Collected data entries
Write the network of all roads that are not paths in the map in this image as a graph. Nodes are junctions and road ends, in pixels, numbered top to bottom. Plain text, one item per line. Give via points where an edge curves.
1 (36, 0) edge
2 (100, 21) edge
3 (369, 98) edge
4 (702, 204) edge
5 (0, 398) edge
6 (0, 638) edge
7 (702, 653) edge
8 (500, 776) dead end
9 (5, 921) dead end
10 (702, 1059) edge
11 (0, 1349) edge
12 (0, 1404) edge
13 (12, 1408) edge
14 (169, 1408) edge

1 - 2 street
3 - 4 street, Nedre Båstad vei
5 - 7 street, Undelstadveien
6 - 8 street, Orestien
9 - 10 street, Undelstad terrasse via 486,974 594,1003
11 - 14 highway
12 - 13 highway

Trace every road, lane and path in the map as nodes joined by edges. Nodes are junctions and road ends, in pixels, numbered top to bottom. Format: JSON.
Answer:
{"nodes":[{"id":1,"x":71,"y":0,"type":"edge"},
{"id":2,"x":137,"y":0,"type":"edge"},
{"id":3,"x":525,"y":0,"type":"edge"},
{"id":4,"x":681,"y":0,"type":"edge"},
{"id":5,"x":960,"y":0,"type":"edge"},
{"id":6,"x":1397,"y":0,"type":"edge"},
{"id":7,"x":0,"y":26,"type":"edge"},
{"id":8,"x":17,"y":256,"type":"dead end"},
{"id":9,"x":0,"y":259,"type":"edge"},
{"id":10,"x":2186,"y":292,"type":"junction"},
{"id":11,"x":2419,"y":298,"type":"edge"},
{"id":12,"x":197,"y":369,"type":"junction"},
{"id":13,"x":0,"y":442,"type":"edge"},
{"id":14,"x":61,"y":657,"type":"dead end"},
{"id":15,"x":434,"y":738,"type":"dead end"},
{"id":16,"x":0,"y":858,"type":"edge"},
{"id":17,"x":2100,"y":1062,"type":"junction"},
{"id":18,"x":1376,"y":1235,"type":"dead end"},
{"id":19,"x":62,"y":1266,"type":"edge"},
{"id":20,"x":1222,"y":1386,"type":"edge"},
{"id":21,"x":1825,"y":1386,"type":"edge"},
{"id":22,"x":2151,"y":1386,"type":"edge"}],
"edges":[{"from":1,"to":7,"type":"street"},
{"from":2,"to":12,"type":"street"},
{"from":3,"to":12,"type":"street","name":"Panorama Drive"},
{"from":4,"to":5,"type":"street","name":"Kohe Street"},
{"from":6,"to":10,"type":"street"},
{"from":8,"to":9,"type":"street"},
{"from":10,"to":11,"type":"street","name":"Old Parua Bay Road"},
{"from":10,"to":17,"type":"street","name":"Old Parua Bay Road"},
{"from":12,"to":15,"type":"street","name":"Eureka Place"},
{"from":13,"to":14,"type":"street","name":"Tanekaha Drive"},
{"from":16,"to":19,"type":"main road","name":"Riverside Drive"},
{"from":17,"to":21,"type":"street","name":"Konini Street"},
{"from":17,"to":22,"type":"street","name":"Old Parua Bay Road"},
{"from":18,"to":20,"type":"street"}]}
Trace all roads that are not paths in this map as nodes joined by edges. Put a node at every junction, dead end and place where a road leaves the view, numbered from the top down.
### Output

### [INSTRUCTIONS FOR THE TASK]
What lines in the records above include the string "every"? Copy each one.

### [SOLUTION TO THIS PROBLEM]
Trace every road, lane and path in the map as nodes joined by edges. Nodes are junctions and road ends, in pixels, numbered top to bottom. Format: JSON.
Trace all roads that are not paths in this map as nodes joined by edges. Put a node at every junction, dead end and place where a road leaves the view, numbered from the top down.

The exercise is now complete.